Babaoğlu'nun 'Tarihe bakmak' başlıklı bugünkü yazısı;
30 Ağustos 1922'yi "Büyük Zafer" yapan şeyi anlamak için öncesini enine boyuna anlamak zorundayız...
Uzun süren büyük yenilgiyi...
Özellikle de Tanzimat'tan Sevr'e kadar uzanan süreci...
Anadolu'nun içerisine kadar sokulan emperyalizmi anlamalıyız.
Bugün asıl ihtiyaç duyduğumuz bilgi, işin o yanıdır.
Son zamanlarda yeniden Attila İlhan (1925-2005) kitaplarını karıştırmaya başladım...
Hani kültürel hegemonyanın, romanları ve şiirleriyle tanımamızı istediği ama politik düşüncelerini kıyı bucak okurdan sakladığı Attila İlhan'dan söz ediyorum.
Gençlik günlerimizi hatırlarım...
Öyle bir rüzgâr vardı ki, 1980 yılında çıkan "Fena Halde Leman" adlı romanını okumuştuk. Ama çok daha önce çıkan "Hangi Batı"yı okumak bir türlü içimizden gelmezdi.
Şiirlerini cebimizde gezdirirdik ama "Ulusal Kültür Savaşı" veya "Hangi Laiklik" kitaplarını okumaya elimiz gitmezdi.
Örtülü bir "mahalle düzeni" böyle bir sınır çizmişti zihinlerimizde...
Oysa 90'lara doğru tanışıp muhabbet koyultunca anladım ki, rahmetlinin esas derdi "Hangi Batı", "Hangi Sol", "Hangi Laiklik" kitaplarında yazdığı meselelerdi.
"Hangi Batı"yı okurken şu satırların altını çizmişim...
"Birdenbire bir inkılap yapıyoruz. Jöntürk hareketi. Halkımızla hiç alakası yok. Alman İmparatorluğu not düşmüş: 'Bizim askerlerin yaptığı bir devrimdir' diyor. İtalyanlar da diyorlar ki, 'Bizim masonlar bu işi örgütlediler' falan. Nitekim her ikisi de doğru. O kadar doğru ki, 1908'de Meşrutiyet ilan edilir, 1911'de İtalyanlar Trablusgarp'a çıkarlar. Yeni hükümet harp ilan etmez."
Attila İlhan'ın Tanzimat paşalarını tasvir edişine de bakalım mı?

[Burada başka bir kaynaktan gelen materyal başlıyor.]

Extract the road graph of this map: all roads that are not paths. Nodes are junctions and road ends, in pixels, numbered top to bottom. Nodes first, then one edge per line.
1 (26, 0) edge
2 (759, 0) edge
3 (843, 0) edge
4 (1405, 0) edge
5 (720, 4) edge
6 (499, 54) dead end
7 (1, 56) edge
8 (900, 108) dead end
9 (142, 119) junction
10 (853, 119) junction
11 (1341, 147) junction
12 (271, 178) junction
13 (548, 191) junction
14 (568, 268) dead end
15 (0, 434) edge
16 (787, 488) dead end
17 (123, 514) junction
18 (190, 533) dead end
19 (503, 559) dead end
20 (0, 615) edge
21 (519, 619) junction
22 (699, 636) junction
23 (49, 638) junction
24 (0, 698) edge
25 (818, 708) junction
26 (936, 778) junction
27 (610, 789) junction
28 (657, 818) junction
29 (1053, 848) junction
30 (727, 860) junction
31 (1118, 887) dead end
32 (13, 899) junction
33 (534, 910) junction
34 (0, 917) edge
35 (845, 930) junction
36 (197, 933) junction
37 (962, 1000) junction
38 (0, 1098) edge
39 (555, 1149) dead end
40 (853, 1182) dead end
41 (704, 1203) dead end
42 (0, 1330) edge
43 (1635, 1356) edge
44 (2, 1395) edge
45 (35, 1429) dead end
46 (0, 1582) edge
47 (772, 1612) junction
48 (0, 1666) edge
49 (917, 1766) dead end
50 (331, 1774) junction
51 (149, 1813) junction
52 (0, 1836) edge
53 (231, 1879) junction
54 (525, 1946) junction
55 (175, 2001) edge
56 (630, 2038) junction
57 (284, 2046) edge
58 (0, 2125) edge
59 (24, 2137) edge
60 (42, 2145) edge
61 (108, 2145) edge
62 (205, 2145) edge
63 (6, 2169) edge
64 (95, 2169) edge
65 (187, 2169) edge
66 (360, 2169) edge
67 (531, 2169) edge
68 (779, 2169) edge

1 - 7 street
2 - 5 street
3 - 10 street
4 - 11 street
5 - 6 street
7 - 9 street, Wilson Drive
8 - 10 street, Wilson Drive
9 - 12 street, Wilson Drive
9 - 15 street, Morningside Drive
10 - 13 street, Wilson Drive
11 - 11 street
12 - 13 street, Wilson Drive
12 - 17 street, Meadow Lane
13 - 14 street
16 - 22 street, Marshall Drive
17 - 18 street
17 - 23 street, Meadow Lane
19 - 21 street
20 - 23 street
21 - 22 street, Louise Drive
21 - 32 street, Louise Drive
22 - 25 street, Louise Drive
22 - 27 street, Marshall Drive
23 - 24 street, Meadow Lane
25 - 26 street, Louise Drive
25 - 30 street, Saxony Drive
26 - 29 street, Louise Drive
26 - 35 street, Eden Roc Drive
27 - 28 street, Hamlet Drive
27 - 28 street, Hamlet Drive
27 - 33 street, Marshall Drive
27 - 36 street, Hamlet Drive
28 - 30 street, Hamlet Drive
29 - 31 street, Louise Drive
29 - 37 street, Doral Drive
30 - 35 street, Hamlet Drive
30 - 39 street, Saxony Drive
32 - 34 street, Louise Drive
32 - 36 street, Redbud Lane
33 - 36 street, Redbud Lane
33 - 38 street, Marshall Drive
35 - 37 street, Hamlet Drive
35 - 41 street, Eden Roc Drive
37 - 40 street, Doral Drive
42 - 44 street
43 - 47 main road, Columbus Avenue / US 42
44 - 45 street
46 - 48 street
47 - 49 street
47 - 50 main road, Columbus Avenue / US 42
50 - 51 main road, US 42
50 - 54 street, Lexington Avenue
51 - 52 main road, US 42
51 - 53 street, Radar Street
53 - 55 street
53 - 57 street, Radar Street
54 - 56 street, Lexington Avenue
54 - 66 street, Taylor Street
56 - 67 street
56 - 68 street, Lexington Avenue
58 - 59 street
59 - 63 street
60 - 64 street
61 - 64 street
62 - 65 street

"O zamanın sadrazamlarına bakıyorsun. Koca Vasıf Paşa İngiltere taraftarı, Halil Paşa İngiltere taraftarı, Fuat Paşa İngiltere taraftarı. Sait Paşa o kadar İngiltere taraftarı ki, halk ona İngiliz Sait Paşa diyor. Mahmut Nedim Paşa Rus taraftarı, Nedimof demişler. Bu Tanzimat'ın tablosu. Yani yönetim zaten dominyon haline gelmiş."
Yazımın başında sözünü ettiğim "uzun sürmüş yenilgi"nin sarsıcı "fotoğrafları" bunlar...
O yüzden diyorum...
Osmanlı'nın son dönemini tekrar tekrar bir ders gibi çalışmalıyız?
30 Ağustos 1922'yi gerçekten anlamanın tek yolu bu...
Ve şunu da unutmayalım...
Tarihe bakmak çabası, aslında bugüne bakma ihtiyacındandır.